Task input
****

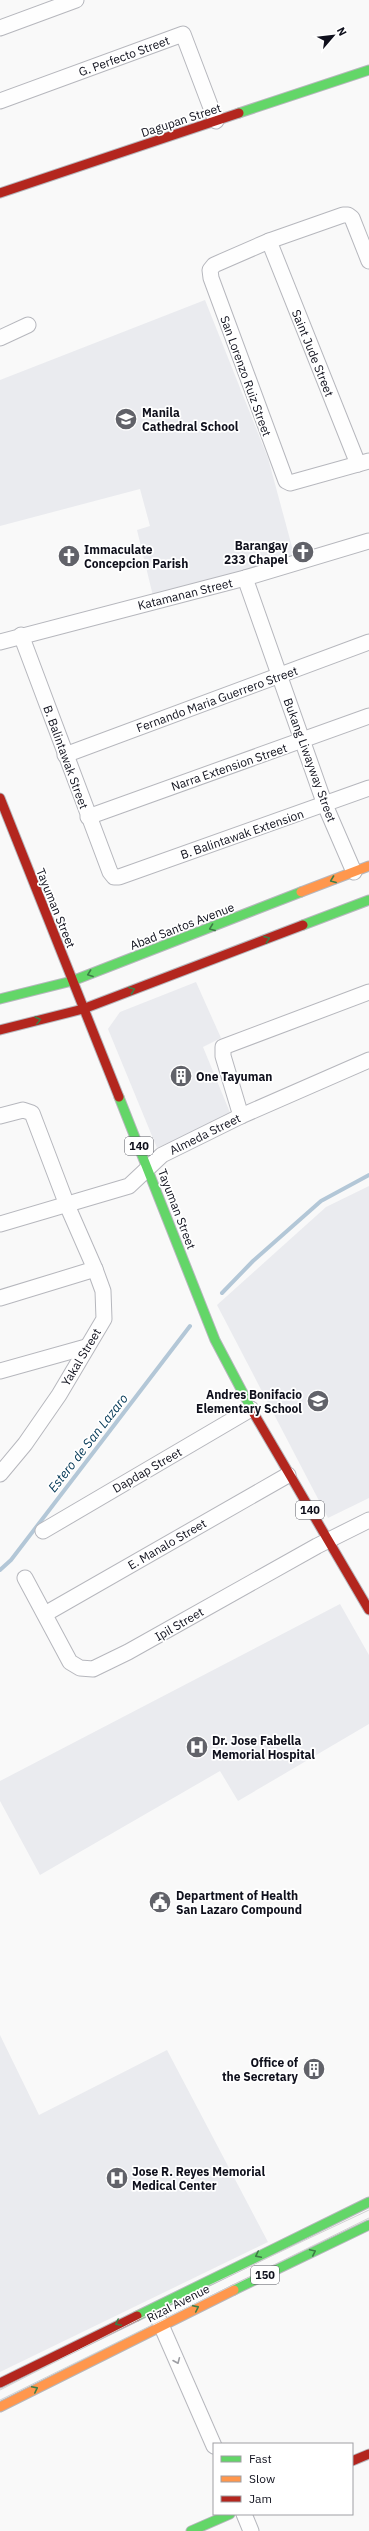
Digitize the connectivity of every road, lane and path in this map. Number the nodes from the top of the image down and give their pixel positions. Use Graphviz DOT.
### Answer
graph roads {
  1 [pos="76,0"];
  2 [pos="0,28"];
  3 [pos="369,70"];
  4 [pos="0,101"];
  5 [pos="216,121"];
  6 [pos="0,193"];
  7 [pos="269,241"];
  8 [pos="369,262"];
  9 [pos="28,325"];
  10 [pos="0,338"];
  11 [pos="363,463"];
  12 [pos="369,541"];
  13 [pos="245,578"];
  14 [pos="21,636"];
  15 [pos="0,642"];
  16 [pos="369,642"];
  17 [pos="280,676"];
  18 [pos="369,716"];
  19 [pos="303,741"];
  20 [pos="65,755"];
  21 [pos="369,788"];
  22 [pos="0,798"];
  23 [pos="325,805"];
  24 [pos="88,817"];
  25 [pos="369,866"];
  26 [pos="354,872"];
  27 [pos="114,877"];
  28 [pos="369,900"];
  29 [pos="72,981"];
  30 [pos="369,992"];
  31 [pos="0,999"];
  32 [pos="83,1009"];
  33 [pos="0,1030"];
  34 [pos="369,1060"];
  35 [pos="0,1116"];
  36 [pos="241,1116"];
  37 [pos="148,1168"];
  38 [pos="67,1205"];
  39 [pos="0,1224"];
  40 [pos="96,1269"];
  41 [pos="0,1298"];
  42 [pos="86,1347"];
  43 [pos="0,1371"];
  44 [pos="251,1410"];
  45 [pos="0,1474"];
  46 [pos="288,1475"];
  47 [pos="369,1520"];
  48 [pos="43,1531"];
  49 [pos="328,1540"];
  50 [pos="25,1578"];
  51 [pos="369,1610"];
  52 [pos="45,1614"];
  53 [pos="369,2202"];
  54 [pos="369,2225"];
  55 [pos="153,2306"];
  56 [pos="161,2326"];
  57 [pos="0,2383"];
  58 [pos="0,2407"];
  59 [pos="213,2444"];
  60 [pos="369,2454"];
  61 [pos="353,2461"];
  62 [pos="228,2515"];
  63 [pos="244,2515"];
  64 [pos="191,2531"];
  65 [pos="251,2531"];
  1 -- 2 [label="street"];
  3 -- 5 [label="main road, Dagupan Street"];
  4 -- 5 [label="street, G. Perfecto Street"];
  5 -- 6 [label="main road, Dagupan Street"];
  7 -- 8 [label="street"];
  7 -- 11 [label="street, Saint Jude Street"];
  7 -- 11 [label="street, San Lorenzo Ruiz Street"];
  9 -- 10 [label="street"];
  12 -- 13 [label="street, Katamanan Street"];
  13 -- 14 [label="street, Katamanan Street"];
  13 -- 17 [label="street, Bukang Liwayway Street"];
  14 -- 15 [label="street, Katamanan Street"];
  14 -- 20 [label="street, B. Balintawak Street"];
  16 -- 17 [label="street, Fernando Maria Guerrero Street"];
  17 -- 19 [label="street, Bukang Liwayway Street"];
  17 -- 20 [label="street, Fernando Maria Guerrero Street"];
  18 -- 19 [label="street, Narra Extension Street"];
  19 -- 23 [label="street, Bukang Liwayway Street"];
  19 -- 24 [label="street, Narra Extension Street"];
  20 -- 24 [label="street, B. Balintawak Street"];
  21 -- 23 [label="street, B. Balintawak Extension"];
  22 -- 29 [label="main road, Tayuman Street / 140"];
  23 -- 26 [label="street, Bukang Liwayway Street"];
  23 -- 27 [label="street, B. Balintawak Extension"];
  24 -- 27 [label="street, B. Balintawak Street"];
  25 -- 26 [label="main road, Abad Santos Avenue"];
  26 -- 29 [label="main road, Abad Santos Avenue, one-way"];
  32 -- 28 [label="main road, one-way"];
  29 -- 31 [label="main road, Abad Santos Avenue"];
  29 -- 32 [label="main road, Tayuman Street / 140"];
  30 -- 36 [label="street"];
  33 -- 32 [label="main road, one-way"];
  32 -- 37 [label="main road, Tayuman Street / 140"];
  34 -- 36 [label="street, Almeda Street"];
  35 -- 38 [label="street, Yakal Street"];
  36 -- 37 [label="street, Almeda Street"];
  37 -- 38 [label="street, Almeda Street"];
  37 -- 44 [label="main road, Tayuman Street / 140"];
  38 -- 39 [label="street, Almeda Street"];
  38 -- 40 [label="street, Yakal Street"];
  40 -- 41 [label="street"];
  40 -- 42 [label="street, Yakal Street"];
  42 -- 43 [label="street"];
  42 -- 45 [label="street, Yakal Street"];
  44 -- 46 [label="main road, Tayuman Street / 140"];
  44 -- 48 [label="street, Dapdap Street"];
  46 -- 49 [label="main road, Tayuman Street / 140"];
  46 -- 52 [label="street, E. Manalo Street"];
  47 -- 49 [label="street, Ipil Street"];
  49 -- 51 [label="main road, Tayuman Street / 140"];
  49 -- 52 [label="street, Ipil Street"];
  50 -- 52 [label="street, Ipil Street"];
  53 -- 55 [label="main road, Rizal Avenue / 150, one-way"];
  56 -- 54 [label="main road, Rizal Avenue / 150, one-way"];
  55 -- 56 [label="street"];
  55 -- 57 [label="main road, Rizal Avenue / 150, one-way"];
  58 -- 56 [label="main road, Rizal Avenue / 150, one-way"];
  56 -- 59 [label="street, one-way"];
  60 -- 61 [label="main road"];
  62 -- 64 [label="main road"];
  63 -- 65 [label="street"];
}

****

Retype every record as it stands. None of the pictures should appear.

Digitize the connectivity of every road, lane and path in this map. Number the nodes from the top of the image down and give their pixel positions. Use Graphviz DOT.
### Answer
graph roads {
  1 [pos="76,0"];
  2 [pos="0,28"];
  3 [pos="369,70"];
  4 [pos="0,101"];
  5 [pos="216,121"];
  6 [pos="0,193"];
  7 [pos="269,241"];
  8 [pos="369,262"];
  9 [pos="28,325"];
  10 [pos="0,338"];
  11 [pos="363,463"];
  12 [pos="369,541"];
  13 [pos="245,578"];
  14 [pos="21,636"];
  15 [pos="0,642"];
  16 [pos="369,642"];
  17 [pos="280,676"];
  18 [pos="369,716"];
  19 [pos="303,741"];
  20 [pos="65,755"];
  21 [pos="369,788"];
  22 [pos="0,798"];
  23 [pos="325,805"];
  24 [pos="88,817"];
  25 [pos="369,866"];
  26 [pos="354,872"];
  27 [pos="114,877"];
  28 [pos="369,900"];
  29 [pos="72,981"];
  30 [pos="369,992"];
  31 [pos="0,999"];
  32 [pos="83,1009"];
  33 [pos="0,1030"];
  34 [pos="369,1060"];
  35 [pos="0,1116"];
  36 [pos="241,1116"];
  37 [pos="148,1168"];
  38 [pos="67,1205"];
  39 [pos="0,1224"];
  40 [pos="96,1269"];
  41 [pos="0,1298"];
  42 [pos="86,1347"];
  43 [pos="0,1371"];
  44 [pos="251,1410"];
  45 [pos="0,1474"];
  46 [pos="288,1475"];
  47 [pos="369,1520"];
  48 [pos="43,1531"];
  49 [pos="328,1540"];
  50 [pos="25,1578"];
  51 [pos="369,1610"];
  52 [pos="45,1614"];
  53 [pos="369,2202"];
  54 [pos="369,2225"];
  55 [pos="153,2306"];
  56 [pos="161,2326"];
  57 [pos="0,2383"];
  58 [pos="0,2407"];
  59 [pos="213,2444"];
  60 [pos="369,2454"];
  61 [pos="353,2461"];
  62 [pos="228,2515"];
  63 [pos="244,2515"];
  64 [pos="191,2531"];
  65 [pos="251,2531"];
  1 -- 2 [label="street"];
  3 -- 5 [label="main road, Dagupan Street"];
  4 -- 5 [label="street, G. Perfecto Street"];
  5 -- 6 [label="main road, Dagupan Street"];
  7 -- 8 [label="street"];
  7 -- 11 [label="street, Saint Jude Street"];
  7 -- 11 [label="street, San Lorenzo Ruiz Street"];
  9 -- 10 [label="street"];
  12 -- 13 [label="street, Katamanan Street"];
  13 -- 14 [label="street, Katamanan Street"];
  13 -- 17 [label="street, Bukang Liwayway Street"];
  14 -- 15 [label="street, Katamanan Street"];
  14 -- 20 [label="street, B. Balintawak Street"];
  16 -- 17 [label="street, Fernando Maria Guerrero Street"];
  17 -- 19 [label="street, Bukang Liwayway Street"];
  17 -- 20 [label="street, Fernando Maria Guerrero Street"];
  18 -- 19 [label="street, Narra Extension Street"];
  19 -- 23 [label="street, Bukang Liwayway Street"];
  19 -- 24 [label="street, Narra Extension Street"];
  20 -- 24 [label="street, B. Balintawak Street"];
  21 -- 23 [label="street, B. Balintawak Extension"];
  22 -- 29 [label="main road, Tayuman Street / 140"];
  23 -- 26 [label="street, Bukang Liwayway Street"];
  23 -- 27 [label="street, B. Balintawak Extension"];
  24 -- 27 [label="street, B. Balintawak Street"];
  25 -- 26 [label="main road, Abad Santos Avenue"];
  26 -- 29 [label="main road, Abad Santos Avenue, one-way"];
  32 -- 28 [label="main road, one-way"];
  29 -- 31 [label="main road, Abad Santos Avenue"];
  29 -- 32 [label="main road, Tayuman Street / 140"];
  30 -- 36 [label="street"];
  33 -- 32 [label="main road, one-way"];
  32 -- 37 [label="main road, Tayuman Street / 140"];
  34 -- 36 [label="street, Almeda Street"];
  35 -- 38 [label="street, Yakal Street"];
  36 -- 37 [label="street, Almeda Street"];
  37 -- 38 [label="street, Almeda Street"];
  37 -- 44 [label="main road, Tayuman Street / 140"];
  38 -- 39 [label="street, Almeda Street"];
  38 -- 40 [label="street, Yakal Street"];
  40 -- 41 [label="street"];
  40 -- 42 [label="street, Yakal Street"];
  42 -- 43 [label="street"];
  42 -- 45 [label="street, Yakal Street"];
  44 -- 46 [label="main road, Tayuman Street / 140"];
  44 -- 48 [label="street, Dapdap Street"];
  46 -- 49 [label="main road, Tayuman Street / 140"];
  46 -- 52 [label="street, E. Manalo Street"];
  47 -- 49 [label="street, Ipil Street"];
  49 -- 51 [label="main road, Tayuman Street / 140"];
  49 -- 52 [label="street, Ipil Street"];
  50 -- 52 [label="street, Ipil Street"];
  53 -- 55 [label="main road, Rizal Avenue / 150, one-way"];
  56 -- 54 [label="main road, Rizal Avenue / 150, one-way"];
  55 -- 56 [label="street"];
  55 -- 57 [label="main road, Rizal Avenue / 150, one-way"];
  58 -- 56 [label="main road, Rizal Avenue / 150, one-way"];
  56 -- 59 [label="street, one-way"];
  60 -- 61 [label="main road"];
  62 -- 64 [label="main road"];
  63 -- 65 [label="street"];
}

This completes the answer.